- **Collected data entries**
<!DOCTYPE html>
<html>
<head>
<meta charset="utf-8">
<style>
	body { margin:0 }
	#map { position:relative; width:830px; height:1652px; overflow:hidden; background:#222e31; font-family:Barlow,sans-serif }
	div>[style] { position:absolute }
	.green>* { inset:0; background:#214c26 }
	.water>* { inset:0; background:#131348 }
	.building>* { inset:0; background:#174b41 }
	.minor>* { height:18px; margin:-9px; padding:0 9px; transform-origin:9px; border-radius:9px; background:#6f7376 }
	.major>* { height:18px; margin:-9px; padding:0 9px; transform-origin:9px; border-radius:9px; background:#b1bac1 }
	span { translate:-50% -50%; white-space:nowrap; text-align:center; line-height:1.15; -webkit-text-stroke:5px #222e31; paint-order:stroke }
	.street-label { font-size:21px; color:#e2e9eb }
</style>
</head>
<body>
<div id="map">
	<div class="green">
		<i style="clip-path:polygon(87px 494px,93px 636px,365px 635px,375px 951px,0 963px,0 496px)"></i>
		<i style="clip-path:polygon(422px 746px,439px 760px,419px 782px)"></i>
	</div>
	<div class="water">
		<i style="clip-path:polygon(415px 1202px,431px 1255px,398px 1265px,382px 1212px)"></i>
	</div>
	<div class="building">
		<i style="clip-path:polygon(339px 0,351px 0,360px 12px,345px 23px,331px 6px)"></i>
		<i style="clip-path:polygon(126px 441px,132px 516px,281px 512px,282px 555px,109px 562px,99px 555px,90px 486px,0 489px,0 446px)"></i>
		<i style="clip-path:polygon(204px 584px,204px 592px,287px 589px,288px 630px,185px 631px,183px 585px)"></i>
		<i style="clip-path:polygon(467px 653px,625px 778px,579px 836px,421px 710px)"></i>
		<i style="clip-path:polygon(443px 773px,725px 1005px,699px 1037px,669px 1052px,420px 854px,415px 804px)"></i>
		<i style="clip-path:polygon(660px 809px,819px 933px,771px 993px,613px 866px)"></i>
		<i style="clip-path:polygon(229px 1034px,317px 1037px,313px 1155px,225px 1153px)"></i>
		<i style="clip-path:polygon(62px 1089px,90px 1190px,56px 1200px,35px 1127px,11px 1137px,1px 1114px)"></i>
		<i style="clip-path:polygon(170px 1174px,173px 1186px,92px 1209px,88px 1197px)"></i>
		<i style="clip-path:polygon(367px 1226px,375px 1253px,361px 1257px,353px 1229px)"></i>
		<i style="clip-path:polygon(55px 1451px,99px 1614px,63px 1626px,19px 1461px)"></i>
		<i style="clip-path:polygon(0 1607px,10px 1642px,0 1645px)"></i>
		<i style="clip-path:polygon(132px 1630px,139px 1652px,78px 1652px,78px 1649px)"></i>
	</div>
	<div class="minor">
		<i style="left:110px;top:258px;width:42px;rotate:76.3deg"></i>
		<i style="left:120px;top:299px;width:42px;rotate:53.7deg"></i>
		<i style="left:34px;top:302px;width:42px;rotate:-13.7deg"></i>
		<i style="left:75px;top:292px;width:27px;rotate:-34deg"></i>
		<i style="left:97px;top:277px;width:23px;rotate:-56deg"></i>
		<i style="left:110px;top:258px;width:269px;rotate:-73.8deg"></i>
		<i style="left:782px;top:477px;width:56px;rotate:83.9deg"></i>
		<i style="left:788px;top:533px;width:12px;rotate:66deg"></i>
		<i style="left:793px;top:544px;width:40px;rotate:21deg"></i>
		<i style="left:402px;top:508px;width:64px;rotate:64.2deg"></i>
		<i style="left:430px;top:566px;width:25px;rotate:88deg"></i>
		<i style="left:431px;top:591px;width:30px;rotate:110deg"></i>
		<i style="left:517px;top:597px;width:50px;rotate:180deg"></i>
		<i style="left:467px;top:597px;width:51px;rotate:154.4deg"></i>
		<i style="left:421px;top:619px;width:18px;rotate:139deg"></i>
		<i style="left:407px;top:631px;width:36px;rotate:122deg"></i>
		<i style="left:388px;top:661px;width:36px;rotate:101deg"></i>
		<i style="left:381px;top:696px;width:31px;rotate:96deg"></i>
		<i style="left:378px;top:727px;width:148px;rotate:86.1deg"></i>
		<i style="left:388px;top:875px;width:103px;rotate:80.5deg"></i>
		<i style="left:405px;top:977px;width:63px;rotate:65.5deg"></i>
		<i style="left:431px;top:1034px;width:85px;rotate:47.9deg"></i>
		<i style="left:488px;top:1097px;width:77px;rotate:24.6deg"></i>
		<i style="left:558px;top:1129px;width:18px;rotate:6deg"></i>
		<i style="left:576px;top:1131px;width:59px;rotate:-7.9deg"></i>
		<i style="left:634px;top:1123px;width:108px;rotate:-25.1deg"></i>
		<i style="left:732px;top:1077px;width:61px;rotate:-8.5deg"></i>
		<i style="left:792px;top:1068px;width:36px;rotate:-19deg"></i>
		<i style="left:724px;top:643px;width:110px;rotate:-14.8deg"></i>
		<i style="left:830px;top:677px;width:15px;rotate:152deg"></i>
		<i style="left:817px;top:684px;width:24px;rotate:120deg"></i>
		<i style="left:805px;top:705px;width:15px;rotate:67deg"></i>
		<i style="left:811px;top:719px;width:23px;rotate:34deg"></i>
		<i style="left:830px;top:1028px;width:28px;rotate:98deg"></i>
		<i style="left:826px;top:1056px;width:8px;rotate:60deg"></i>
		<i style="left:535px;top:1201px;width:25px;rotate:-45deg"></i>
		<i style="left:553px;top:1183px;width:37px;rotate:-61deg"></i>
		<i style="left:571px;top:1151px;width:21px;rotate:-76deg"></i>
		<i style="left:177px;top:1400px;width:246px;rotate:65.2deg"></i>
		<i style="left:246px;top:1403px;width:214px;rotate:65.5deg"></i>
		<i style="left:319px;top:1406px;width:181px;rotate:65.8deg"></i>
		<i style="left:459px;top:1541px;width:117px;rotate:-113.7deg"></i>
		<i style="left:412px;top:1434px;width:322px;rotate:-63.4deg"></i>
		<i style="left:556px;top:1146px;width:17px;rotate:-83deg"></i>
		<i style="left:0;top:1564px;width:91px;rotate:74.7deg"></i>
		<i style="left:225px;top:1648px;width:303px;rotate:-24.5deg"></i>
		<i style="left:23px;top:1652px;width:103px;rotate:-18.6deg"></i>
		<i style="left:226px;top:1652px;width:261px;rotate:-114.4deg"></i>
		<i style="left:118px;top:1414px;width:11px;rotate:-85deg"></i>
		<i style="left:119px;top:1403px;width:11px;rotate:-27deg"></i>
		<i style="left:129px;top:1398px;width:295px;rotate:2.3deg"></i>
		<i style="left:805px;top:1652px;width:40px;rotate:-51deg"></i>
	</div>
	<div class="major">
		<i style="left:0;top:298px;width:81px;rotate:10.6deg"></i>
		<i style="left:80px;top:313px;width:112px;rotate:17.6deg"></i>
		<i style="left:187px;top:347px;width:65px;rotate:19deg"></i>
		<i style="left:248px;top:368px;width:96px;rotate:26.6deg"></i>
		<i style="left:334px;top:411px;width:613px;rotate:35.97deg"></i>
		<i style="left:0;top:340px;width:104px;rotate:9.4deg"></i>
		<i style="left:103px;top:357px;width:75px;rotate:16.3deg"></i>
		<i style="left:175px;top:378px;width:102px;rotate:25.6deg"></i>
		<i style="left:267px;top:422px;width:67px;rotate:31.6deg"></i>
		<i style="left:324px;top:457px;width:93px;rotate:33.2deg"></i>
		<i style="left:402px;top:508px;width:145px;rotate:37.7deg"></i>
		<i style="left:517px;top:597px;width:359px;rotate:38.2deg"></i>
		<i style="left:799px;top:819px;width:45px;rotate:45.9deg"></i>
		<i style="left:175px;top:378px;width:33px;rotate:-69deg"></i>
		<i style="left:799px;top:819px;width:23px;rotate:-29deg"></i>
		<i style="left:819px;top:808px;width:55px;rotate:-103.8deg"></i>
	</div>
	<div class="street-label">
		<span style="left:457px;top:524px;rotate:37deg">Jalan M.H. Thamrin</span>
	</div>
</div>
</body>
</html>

- **Problem details**
Starting at the first line of the data above, please restate word for word every line up to and including the one that holds "position:relative; width:830px; height:1652px;", and add nothing else.

- **Written solution**
<!DOCTYPE html>
<html>
<head>
<meta charset="utf-8">
<style>
	body { margin:0 }
	#map { position:relative; width:830px; height:1652px; overflow:hidden; background:#222e31; font-family:Barlow,sans-serif }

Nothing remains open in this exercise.